In 2014 it was voted number one university in the UK for Student Satisfaction by Times Higher Education and in the last decade has won four Queen’s Anniversary Prizes in recognition of the outstanding contribution to the United Kingdom’s intellectual, economic, cultural and social life.
Sheffield has five Nobel Prize winners among former staff and students and its alumni go on to hold positions of great responsibility and influence all over the world, making significant contributions in their chosen fields.
Global research partners and clients include Boeing, Rolls-Royce, Unilever, AstraZeneca, Glaxo SmithKline, Siemens and Airbus, as well as many UK and overseas government agencies and charitable foundations.
The University of Dundee
The University of Dundee is internationally recognised for the quality of its teaching and research and has a core mission to transform lives across society.
Dundee has particular strengths in life sciences and medical research. In Medicine, Dentistry and Nursing the University is at the vanguard in preparing doctors, dentists, nurses and researchers for tomorrow’s huge healthcare challenges. The University has a significant international impact, in both teaching and research, across the health sciences, including strategic partnerships with high quality institutions in China, East Africa, India, Kuwait and Malaysia.

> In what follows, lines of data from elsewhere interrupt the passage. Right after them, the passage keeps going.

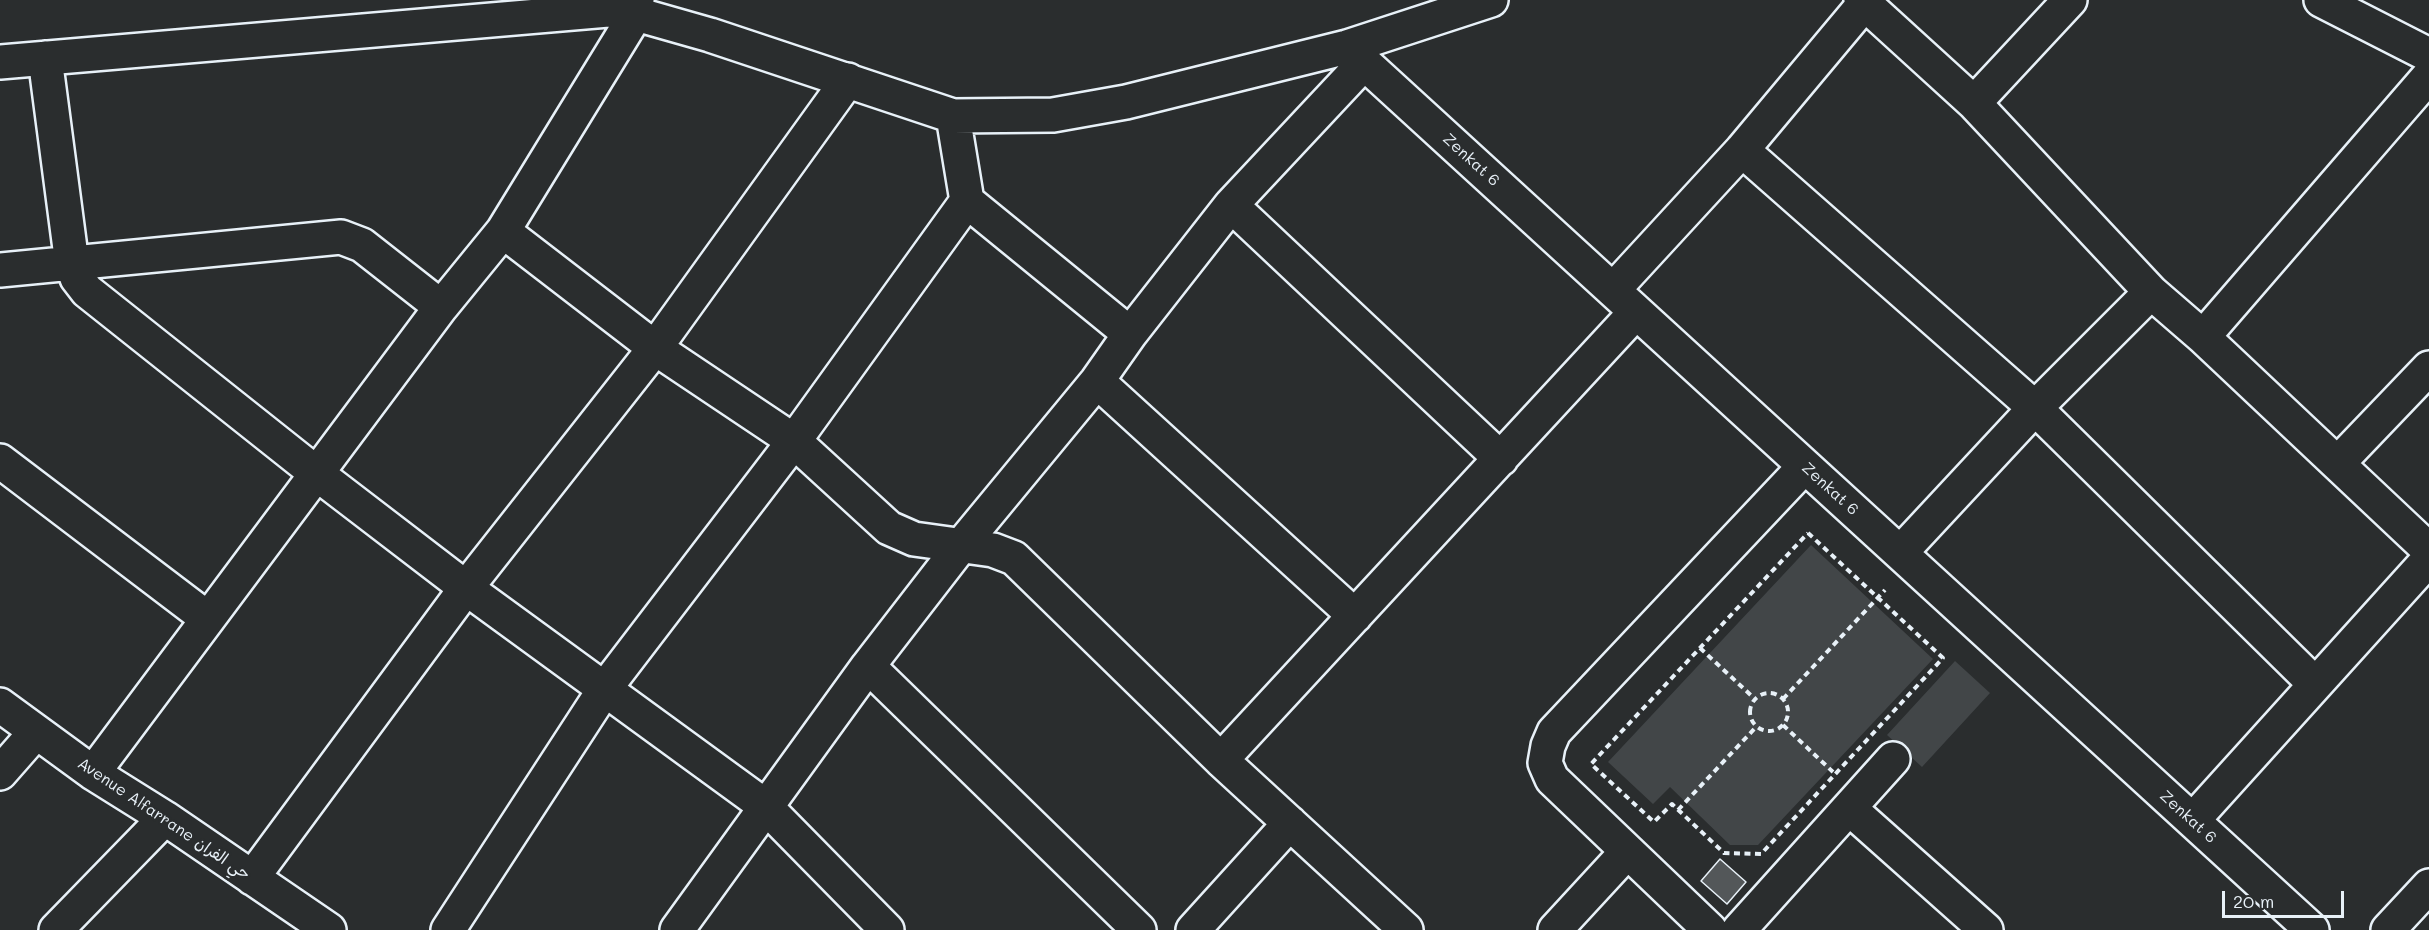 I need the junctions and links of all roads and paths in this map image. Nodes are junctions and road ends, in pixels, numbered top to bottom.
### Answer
1 (1491, 0) edge
2 (2070, 0) edge
3 (2321, 0) edge
4 (1863, 2) edge
5 (636, 7) edge
6 (1356, 55) junction
7 (2429, 55) edge
8 (45, 58) junction
9 (0, 62) edge
10 (2429, 76) edge
11 (848, 80) junction
12 (1974, 103) junction
13 (953, 116) junction
14 (1742, 150) junction
15 (967, 201) junction
16 (1231, 204) junction
17 (503, 231) junction
18 (72, 264) junction
19 (0, 270) edge
20 (1613, 290) junction
21 (2151, 292) junction
22 (441, 307) junction
23 (1636, 312) junction
24 (1130, 334) junction
25 (2203, 337) junction
26 (655, 348) junction
27 (2429, 368) edge
28 (1097, 381) junction
29 (2035, 408) junction
30 (795, 441) junction
31 (1501, 459) junction
32 (0, 461) edge
33 (2338, 463) junction
34 (1805, 466) junction
35 (316, 474) junction
36 (960, 547) junction
37 (2429, 550) edge
38 (1905, 558) junction
39 (2429, 559) edge
40 (466, 588) junction
41 (1878, 597) junction
42 (1355, 616) junction
43 (208, 619) junction
44 (1700, 648) junction
45 (868, 666) junction
46 (2315, 684) junction
47 (606, 687) junction
48 (1755, 699) junction
49 (1783, 699) junction
50 (0, 705) edge
51 (1783, 725) junction
52 (1757, 726) junction
53 (36, 732) junction
54 (1893, 759) dead end
55 (1221, 760) junction
56 (0, 773) edge
57 (93, 773) junction
58 (1834, 773) junction
59 (1854, 802) junction
60 (765, 806) junction
61 (1678, 810) junction
62 (165, 818) junction
63 (2193, 820) junction
64 (1290, 823) junction
65 (1626, 853) junction
66 (252, 878) junction
67 (2429, 886) edge
68 (56, 930) edge
69 (329, 930) edge
70 (448, 930) edge
71 (677, 930) edge
72 (887, 930) edge
73 (1139, 930) edge
74 (1193, 930) edge
75 (1406, 930) edge
76 (1555, 930) edge
77 (1710, 930) edge
78 (1739, 930) edge
79 (1986, 930) edge
80 (2312, 930) edge
81 (2388, 930) edge

1 - 6 street
2 - 12 street
3 - 7 street
4 - 12 street
4 - 14 street
5 - 8 street
5 - 11 street
5 - 17 street
6 - 13 street
6 - 16 street
6 - 20 street, Zenkat 6
8 - 9 street
8 - 18 street
10 - 25 street
11 - 13 street
11 - 26 street
12 - 21 street
13 - 15 street
14 - 20 street
14 - 29 street
15 - 24 street
15 - 30 street
16 - 24 street
16 - 31 street
17 - 22 street
17 - 26 street
18 - 19 street
18 - 22 street
18 - 35 street
20 - 23 street, Zenkat 6
21 - 25 street
21 - 29 street
22 - 35 street
23 - 31 street
23 - 34 street, Zenkat 6
24 - 28 street
25 - 33 street
26 - 30 street
26 - 40 street
27 - 33 street
28 - 36 street
28 - 42 street
29 - 38 street
29 - 46 street
30 - 36 street
30 - 47 street
31 - 42 street
32 - 43 street
33 - 37 street
34 - 38 street, Zenkat 6
34 - 65 street
35 - 40 street
35 - 43 street
36 - 45 street
36 - 55 street
38 - 41 path
38 - 63 street, Zenkat 6
39 - 46 street
40 - 47 street
40 - 66 street
41 - 44 path
41 - 49 path
41 - 58 path
42 - 55 street
43 - 57 street
44 - 48 path
44 - 61 path
45 - 60 street
45 - 73 street
46 - 63 street
47 - 60 street
47 - 70 street
48 - 49 path
48 - 52 path
49 - 51 path
50 - 53 street, Avenue Alfarrane حي الفران
51 - 52 path
51 - 58 path
52 - 61 path
53 - 56 street
53 - 57 street, Avenue Alfarrane حي الفران
54 - 59 street
55 - 64 street
57 - 62 street, Avenue Alfarrane حي الفران
58 - 59 path
58 - 61 path
59 - 78 street
59 - 79 street
60 - 71 street
60 - 72 street
62 - 66 street, Avenue Alfarrane حي الفران
62 - 68 street
63 - 80 street, Zenkat 6
64 - 74 street
64 - 75 street
65 - 76 street
65 - 77 street
66 - 69 street, Avenue Alfarrane حي الفران
67 - 81 street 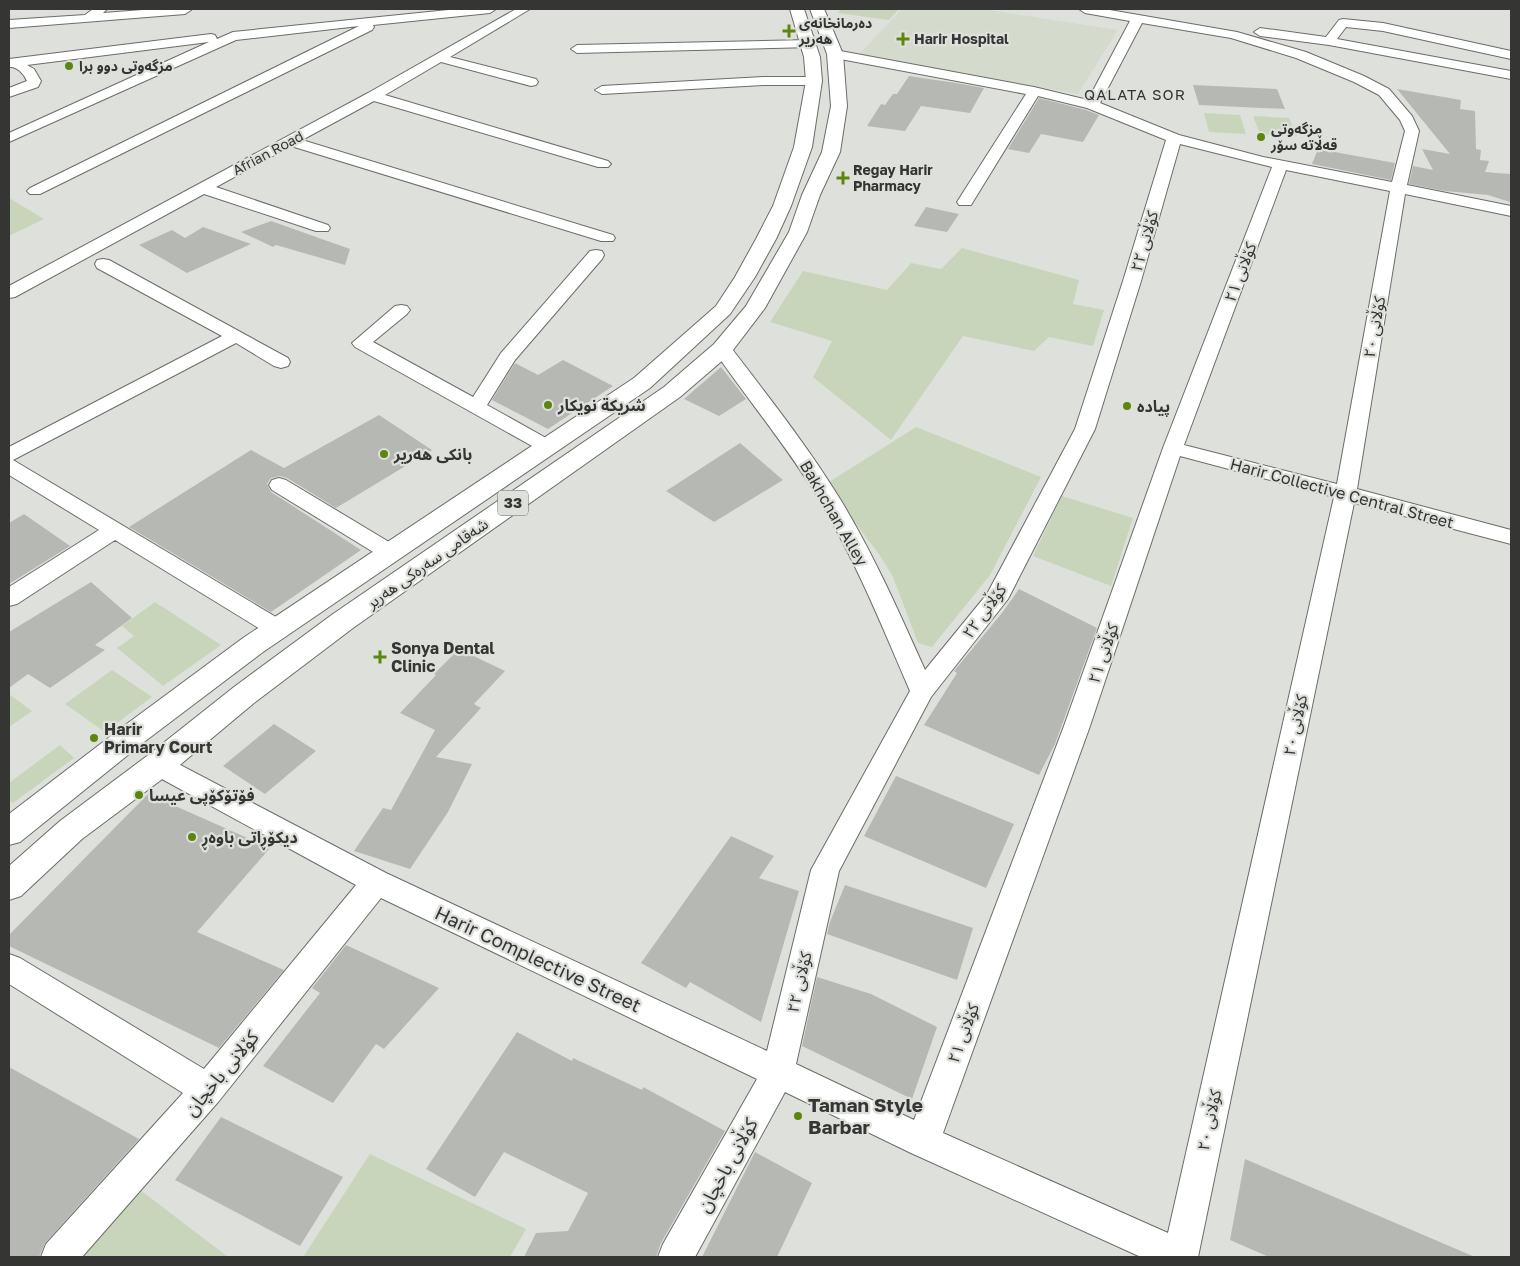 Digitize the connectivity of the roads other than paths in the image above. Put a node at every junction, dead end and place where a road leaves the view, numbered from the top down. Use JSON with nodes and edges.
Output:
{"nodes":[{"id":1,"x":101,"y":9,"type":"edge"},
{"id":2,"x":188,"y":9,"type":"edge"},
{"id":3,"x":490,"y":9,"type":"edge"},
{"id":4,"x":524,"y":9,"type":"edge"},
{"id":5,"x":797,"y":9,"type":"edge"},
{"id":6,"x":817,"y":9,"type":"edge"},
{"id":7,"x":1085,"y":9,"type":"edge"},
{"id":8,"x":88,"y":18,"type":"junction"},
{"id":9,"x":1138,"y":18,"type":"junction"},
{"id":10,"x":383,"y":20,"type":"junction"},
{"id":11,"x":9,"y":24,"type":"edge"},
{"id":12,"x":1234,"y":35,"type":"junction"},
{"id":13,"x":233,"y":36,"type":"junction"},
{"id":14,"x":1329,"y":41,"type":"junction"},
{"id":15,"x":809,"y":44,"type":"junction"},
{"id":16,"x":577,"y":49,"type":"dead end"},
{"id":17,"x":835,"y":54,"type":"junction"},
{"id":18,"x":1511,"y":55,"type":"edge"},
{"id":19,"x":439,"y":58,"type":"junction"},
{"id":20,"x":12,"y":63,"type":"edge"},
{"id":21,"x":1511,"y":75,"type":"edge"},
{"id":22,"x":814,"y":81,"type":"junction"},
{"id":23,"x":531,"y":82,"type":"dead end"},
{"id":24,"x":602,"y":90,"type":"dead end"},
{"id":25,"x":1034,"y":91,"type":"junction"},
{"id":26,"x":9,"y":93,"type":"edge"},
{"id":27,"x":373,"y":96,"type":"junction"},
{"id":28,"x":1092,"y":105,"type":"junction"},
{"id":29,"x":9,"y":138,"type":"edge"},
{"id":30,"x":1174,"y":138,"type":"junction"},
{"id":31,"x":290,"y":141,"type":"junction"},
{"id":32,"x":603,"y":164,"type":"dead end"},
{"id":33,"x":1280,"y":165,"type":"junction"},
{"id":34,"x":202,"y":188,"type":"junction"},
{"id":35,"x":1398,"y":190,"type":"junction"},
{"id":36,"x":35,"y":191,"type":"dead end"},
{"id":37,"x":965,"y":202,"type":"dead end"},
{"id":38,"x":1511,"y":211,"type":"edge"},
{"id":39,"x":322,"y":228,"type":"dead end"},
{"id":40,"x":607,"y":238,"type":"dead end"},
{"id":41,"x":596,"y":255,"type":"dead end"},
{"id":42,"x":103,"y":264,"type":"dead end"},
{"id":43,"x":9,"y":293,"type":"edge"},
{"id":44,"x":401,"y":310,"type":"dead end"},
{"id":45,"x":236,"y":336,"type":"junction"},
{"id":46,"x":722,"y":349,"type":"junction"},
{"id":47,"x":281,"y":362,"type":"dead end"},
{"id":48,"x":476,"y":407,"type":"junction"},
{"id":49,"x":1176,"y":442,"type":"junction"},
{"id":50,"x":548,"y":447,"type":"junction"},
{"id":51,"x":9,"y":455,"type":"edge"},
{"id":52,"x":9,"y":466,"type":"edge"},
{"id":53,"x":279,"y":485,"type":"dead end"},
{"id":54,"x":1346,"y":487,"type":"junction"},
{"id":55,"x":1511,"y":522,"type":"edge"},
{"id":56,"x":116,"y":530,"type":"junction"},
{"id":57,"x":1511,"y":537,"type":"edge"},
{"id":58,"x":391,"y":553,"type":"junction"},
{"id":59,"x":9,"y":598,"type":"edge"},
{"id":60,"x":278,"y":629,"type":"junction"},
{"id":61,"x":253,"y":645,"type":"junction"},
{"id":62,"x":286,"y":664,"type":"junction"},
{"id":63,"x":922,"y":691,"type":"junction"},
{"id":64,"x":158,"y":765,"type":"junction"},
{"id":65,"x":10,"y":828,"type":"edge"},
{"id":66,"x":376,"y":882,"type":"junction"},
{"id":67,"x":9,"y":886,"type":"edge"},
{"id":68,"x":9,"y":968,"type":"edge"},
{"id":69,"x":778,"y":1072,"type":"junction"},
{"id":70,"x":208,"y":1090,"type":"junction"},
{"id":71,"x":923,"y":1141,"type":"junction"},
{"id":72,"x":59,"y":1257,"type":"edge"},
{"id":73,"x":676,"y":1257,"type":"edge"},
{"id":74,"x":1180,"y":1257,"type":"edge"}],
"edges":[{"from":1,"to":8,"type":"street"},
{"from":2,"to":8,"type":"street"},
{"from":3,"to":10,"type":"street"},
{"from":4,"to":19,"type":"street","name":"Afrian Road"},
{"from":5,"to":15,"type":"main road","name":"شەقامی سەرەکی هەریر","number":"33"},
{"from":6,"to":17,"type":"main road","name":"شەقامی سەرەکی هەریر","number":"33"},
{"from":7,"to":9,"type":"street"},
{"from":8,"to":11,"type":"street"},
{"from":9,"to":12,"type":"street"},
{"from":9,"to":28,"type":"street"},
{"from":10,"to":13,"type":"street"},
{"from":10,"to":36,"type":"street"},
{"from":12,"to":14,"type":"street"},
{"from":12,"to":35,"type":"street","name":"کۆڵانی ٢٠"},
{"from":13,"to":20,"type":"street"},
{"from":13,"to":29,"type":"street"},
{"from":14,"to":18,"type":"street"},
{"from":14,"to":21,"type":"street"},
{"from":15,"to":16,"type":"street"},
{"from":15,"to":22,"type":"main road","name":"شەقامی سەرەکی هەریر","number":"33"},
{"from":17,"to":25,"type":"street"},
{"from":17,"to":46,"type":"main road","name":"شەقامی سەرەکی هەریر","number":"33"},
{"from":19,"to":23,"type":"street"},
{"from":19,"to":27,"type":"street","name":"Afrian Road"},
{"from":20,"to":26,"type":"street"},
{"from":22,"to":24,"type":"street"},
{"from":22,"to":50,"type":"main road","name":"شەقامی سەرەکی هەریر","number":"33"},
{"from":25,"to":28,"type":"street"},
{"from":25,"to":37,"type":"street"},
{"from":27,"to":31,"type":"street","name":"Afrian Road"},
{"from":27,"to":32,"type":"street"},
{"from":28,"to":30,"type":"street"},
{"from":30,"to":33,"type":"street"},
{"from":30,"to":63,"type":"street","name":"کۆڵانی ٢٢"},
{"from":31,"to":34,"type":"street","name":"Afrian Road"},
{"from":31,"to":40,"type":"street"},
{"from":33,"to":35,"type":"street"},
{"from":33,"to":49,"type":"street","name":"کۆڵانی ٢١"},
{"from":34,"to":39,"type":"street"},
{"from":34,"to":43,"type":"street","name":"Afrian Road"},
{"from":35,"to":38,"type":"street"},
{"from":35,"to":54,"type":"street","name":"کۆڵانی ٢٠"},
{"from":41,"to":48,"type":"street"},
{"from":42,"to":45,"type":"street"},
{"from":44,"to":48,"type":"street"},
{"from":45,"to":47,"type":"street"},
{"from":45,"to":51,"type":"street"},
{"from":46,"to":62,"type":"main road","name":"شەقامی سەرەکی هەریر","number":"33"},
{"from":46,"to":63,"type":"street","name":"Bakhchan Alley"},
{"from":48,"to":50,"type":"street"},
{"from":49,"to":54,"type":"street","name":"Harir Collective Central Street"},
{"from":49,"to":71,"type":"street","name":"کۆڵانی ٢١"},
{"from":50,"to":58,"type":"main road","name":"شەقامی سەرەکی هەریر","number":"33"},
{"from":52,"to":56,"type":"street"},
{"from":53,"to":58,"type":"street"},
{"from":54,"to":55,"type":"street","name":"Harir Collective Central Street"},
{"from":54,"to":57,"type":"street","name":"Harir Collective Central Street"},
{"from":54,"to":74,"type":"street","name":"کۆڵانی ٢٠"},
{"from":56,"to":59,"type":"street"},
{"from":56,"to":60,"type":"street"},
{"from":58,"to":60,"type":"main road","name":"شەقامی سەرەکی هەریر","number":"33"},
{"from":60,"to":61,"type":"main road","name":"شەقامی سەرەکی هەریر","number":"33"},
{"from":61,"to":62,"type":"main road"},
{"from":61,"to":65,"type":"main road","name":"شەقامی سەرەکی هەریر","number":"33"},
{"from":62,"to":64,"type":"main road","name":"شەقامی سەرەکی هەریر","number":"33"},
{"from":63,"to":69,"type":"street","name":"کۆڵانی ٢٢"},
{"from":64,"to":66,"type":"street","name":"Harir Complective Street"},
{"from":64,"to":67,"type":"main road","name":"شەقامی سەرەکی هەریر","number":"33"},
{"from":66,"to":69,"type":"street","name":"Harir Complective Street"},
{"from":66,"to":70,"type":"street","name":"کۆلانی باخچان"},
{"from":68,"to":70,"type":"street"},
{"from":69,"to":71,"type":"street","name":"Harir Complective Street"},
{"from":69,"to":73,"type":"street","name":"کۆڵانی باخچان"},
{"from":70,"to":72,"type":"street","name":"کۆلانی باخچان"},
{"from":71,"to":74,"type":"street","name":"Harir Complective Street"}]}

More than 17,000 students are enrolled at Dundee, helping make the city Scotland’s most student-friendly. With high-quality teaching, world-leading research, and a £200 million investment in a compact, friendly campus with an unrivalled position in the heart of the city centre, the University of Dundee has been rated number one in Scotland and in the UK Top 10 for the past five years in the Times Higher Education Student Experience Survey.